- Data records

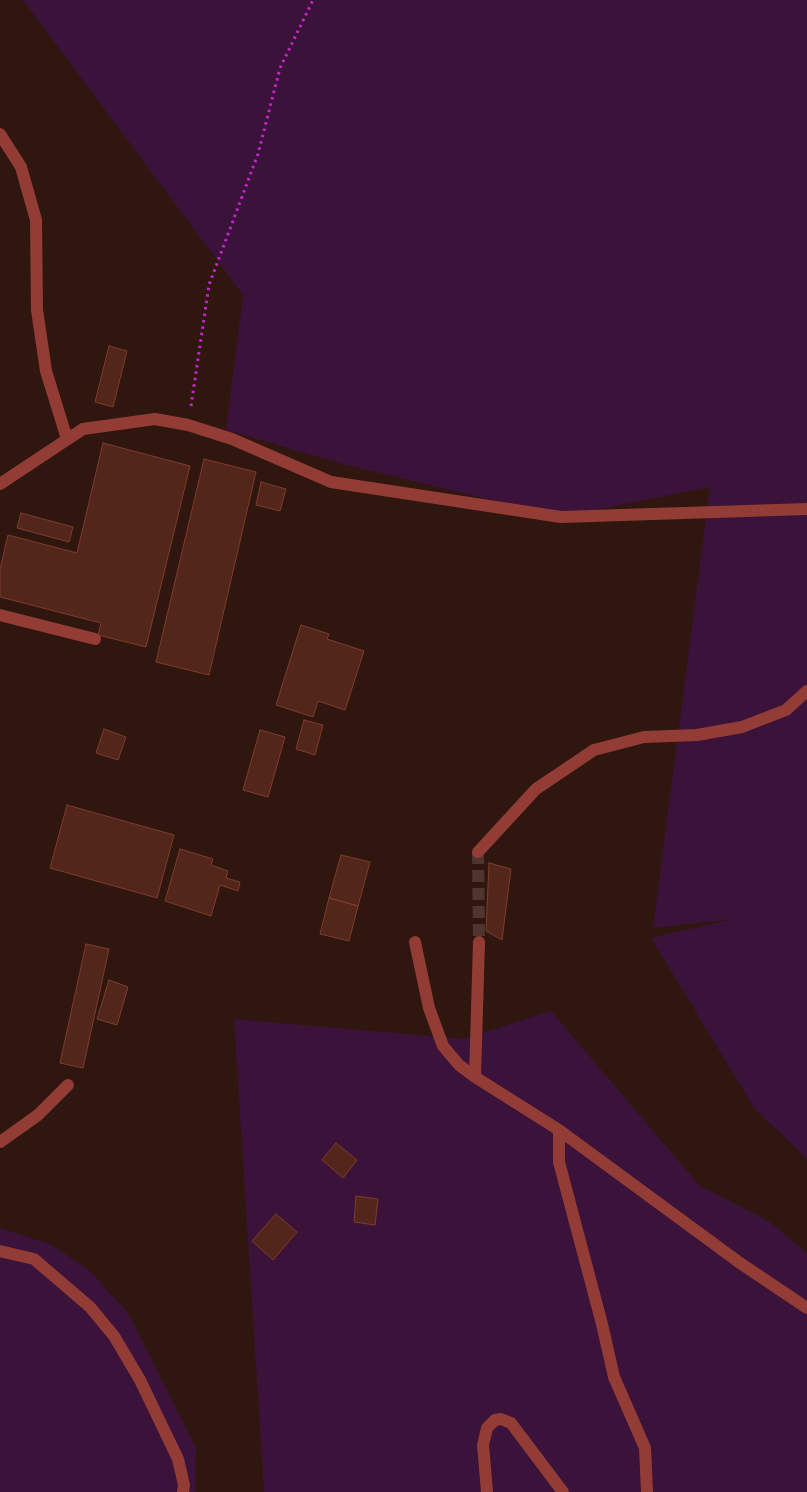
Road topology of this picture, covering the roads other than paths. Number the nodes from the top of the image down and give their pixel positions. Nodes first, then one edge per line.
1 (0, 134) edge
2 (67, 439) junction
3 (0, 484) edge
4 (807, 509) edge
5 (0, 615) edge
6 (95, 639) dead end
7 (807, 691) edge
8 (478, 852) tunnel mouth
9 (415, 942) dead end
10 (479, 942) tunnel mouth
11 (475, 1078) junction
12 (68, 1085) dead end
13 (559, 1130) junction
14 (0, 1142) edge
15 (0, 1251) edge
16 (807, 1308) edge
17 (183, 1492) edge
18 (487, 1492) edge
19 (563, 1492) edge
20 (647, 1492) edge

1 - 2 lane
2 - 3 lane
2 - 4 lane
5 - 6 lane
7 - 8 lane
9 - 11 lane
10 - 11 lane
11 - 13 lane
12 - 14 lane
13 - 16 lane
13 - 20 lane
15 - 17 lane
18 - 19 lane

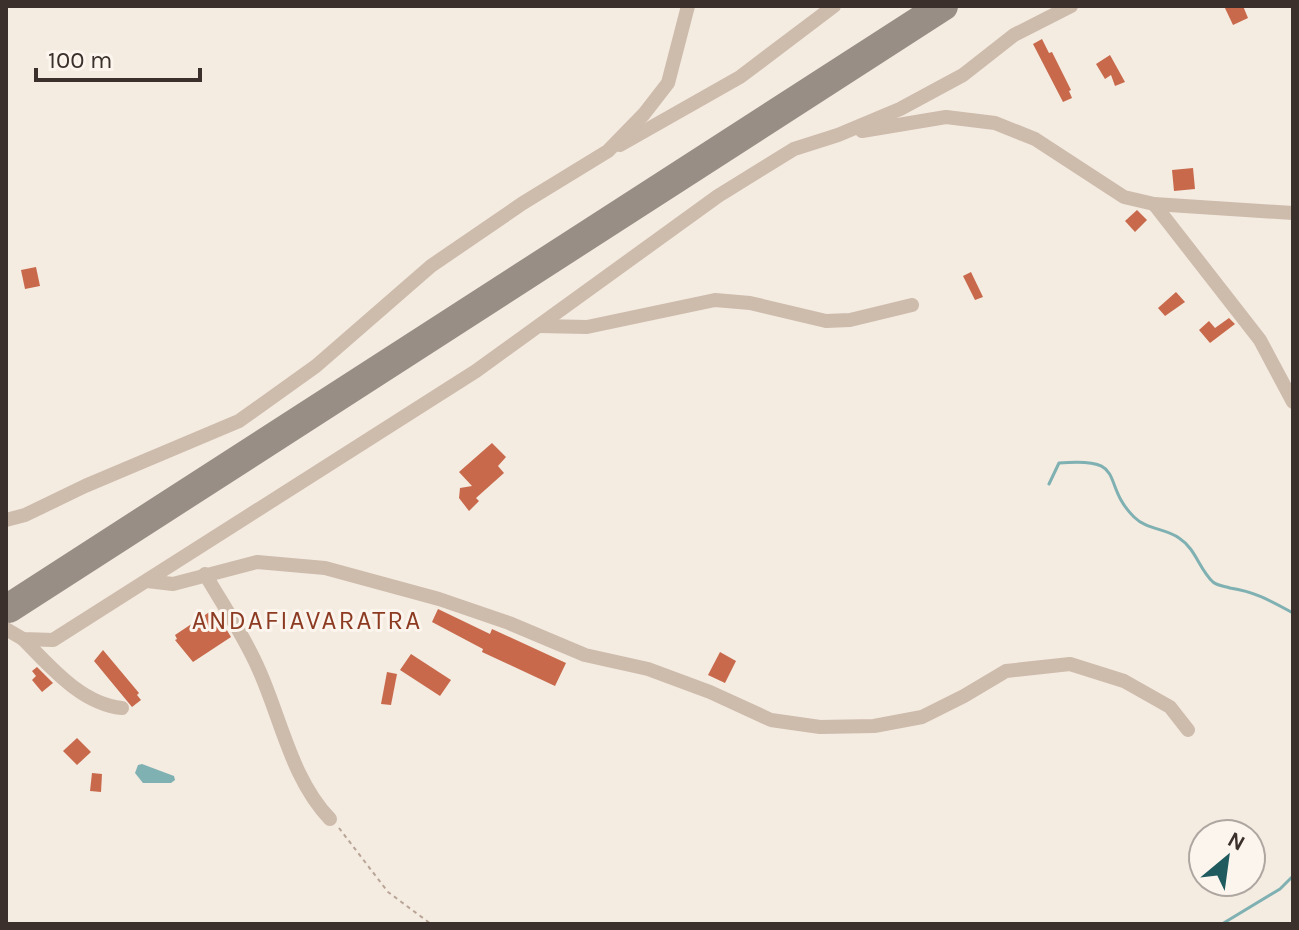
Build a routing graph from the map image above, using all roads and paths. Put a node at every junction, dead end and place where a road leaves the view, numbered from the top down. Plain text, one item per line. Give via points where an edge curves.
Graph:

- What the task requires
Transcribe the complete set of entries verbatim. No pictures belong in the copy.

- Output of the task
Road topology of this picture, covering the roads other than paths. Number the nodes from the top of the image down and give their pixel positions. Nodes first, then one edge per line.
1 (0, 134) edge
2 (67, 439) junction
3 (0, 484) edge
4 (807, 509) edge
5 (0, 615) edge
6 (95, 639) dead end
7 (807, 691) edge
8 (478, 852) tunnel mouth
9 (415, 942) dead end
10 (479, 942) tunnel mouth
11 (475, 1078) junction
12 (68, 1085) dead end
13 (559, 1130) junction
14 (0, 1142) edge
15 (0, 1251) edge
16 (807, 1308) edge
17 (183, 1492) edge
18 (487, 1492) edge
19 (563, 1492) edge
20 (647, 1492) edge

1 - 2 lane
2 - 3 lane
2 - 4 lane
5 - 6 lane
7 - 8 lane
9 - 11 lane
10 - 11 lane
11 - 13 lane
12 - 14 lane
13 - 16 lane
13 - 20 lane
15 - 17 lane
18 - 19 lane

Build a routing graph from the map image above, using all roads and paths. Put a node at every junction, dead end and place where a road leaves the view, numbered from the top down. Plain text, one item per line. Give via points where an edge curves.
Graph:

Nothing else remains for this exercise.